6-11 November 2022
Hyatt Regency Long Island
America/New_York timezone

Symplectic surrogate models for beam dynamics in conventional and advanced accelerators

8 Nov 2022, 17:00
2h 30m
Salons F, G, H and Foyer

Salons F, G, H and Foyer

Board: F69
Contributed Poster WG2 Poster: Computation for Accelerator Physics Poster Session and Reception

Speaker

Dr Qi Tang (LANL)

Description

Large scale particle accelerator facilities play essential roles in advancing the frontier of particle & nuclear physics, photon science and material research. The existing software for modeling the dynamics of these particle beam that can achieve fast turn-around time is either limited to linear analysis or only provides the preliminary lattice design evaluation, while first-principle codes (e.g., for coherent synchrotron radiation [1]) for detail study or spot-checking are too expensive for tackling inverse problems, parameter optimization and data-intensive applications.
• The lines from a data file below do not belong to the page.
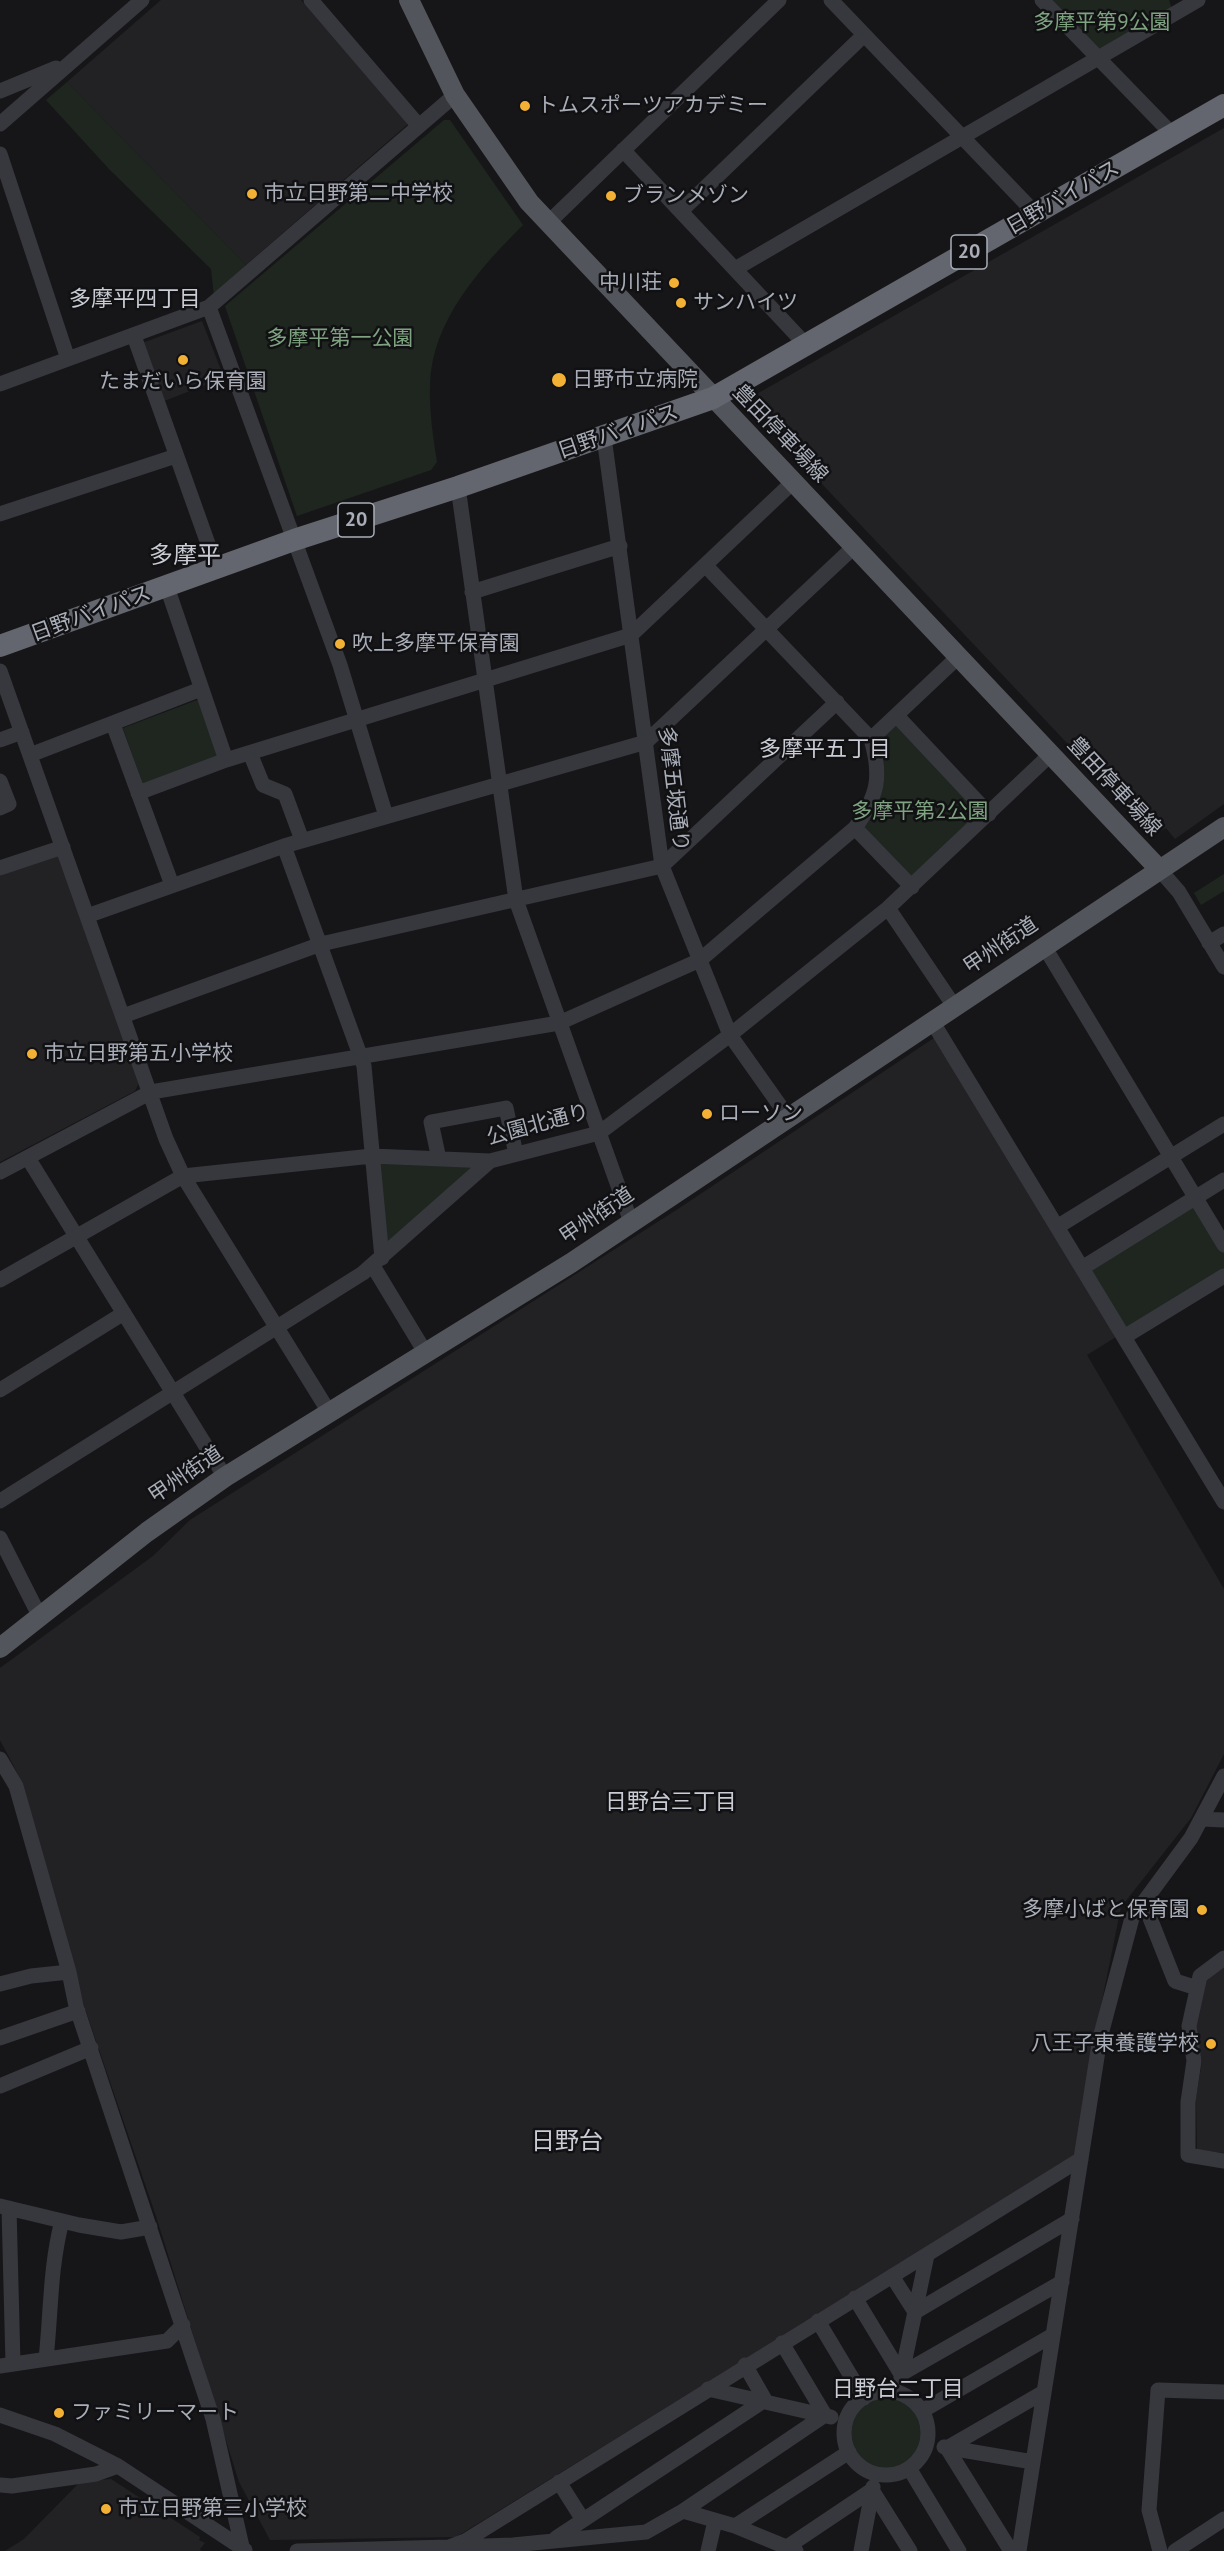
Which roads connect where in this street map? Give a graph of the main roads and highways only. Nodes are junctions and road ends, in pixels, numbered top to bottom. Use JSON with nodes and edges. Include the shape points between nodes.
{"nodes":[{"id":1,"x":409,"y":0,"type":"edge"},
{"id":2,"x":1224,"y":105,"type":"edge"},
{"id":3,"x":713,"y":399,"type":"junction"},
{"id":4,"x":0,"y":646,"type":"edge"},
{"id":5,"x":1224,"y":827,"type":"edge"},
{"id":6,"x":1159,"y":869,"type":"junction"},
{"id":7,"x":0,"y":1648,"type":"edge"}],
"edges":[{"from":1,"to":3,"type":"main road","name":"豊田停車場線","via":[[455,95],[503,167],[548,223]]},
{"from":2,"to":3,"type":"highway","name":"日野バイパス","number":"20"},
{"from":3,"to":4,"type":"highway","name":"日野バイパス","number":"20","via":[[294,540]]},
{"from":3,"to":6,"type":"main road","name":"豊田停車場線","via":[[856,545]]},
{"from":5,"to":6,"type":"main road","name":"甲州街道"},
{"from":6,"to":7,"type":"main road","name":"甲州街道","via":[[571,1263],[225,1477],[147,1532]]}]}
On the other hand, advanced accelerator concepts typically employ highly nonlinear interaction, often from high intensity lasers, to accelerate or control beams with high current density or brightness. The successful deployment of surrogate models for such beam dynamics can significantly help the design and optimization of both types of accelerators. We pursue design and development of novel structure-preserving neural networks [2] for practical accelerator applications. The robustness of the machine-learning surrogate model will be ensured by embedding fundamental symplectic constraints to the interaction and evolution of the beam. We demonstrate the advantage of these symplectic surrogate models [3] and discuss promising applications for realistic accelerator problems.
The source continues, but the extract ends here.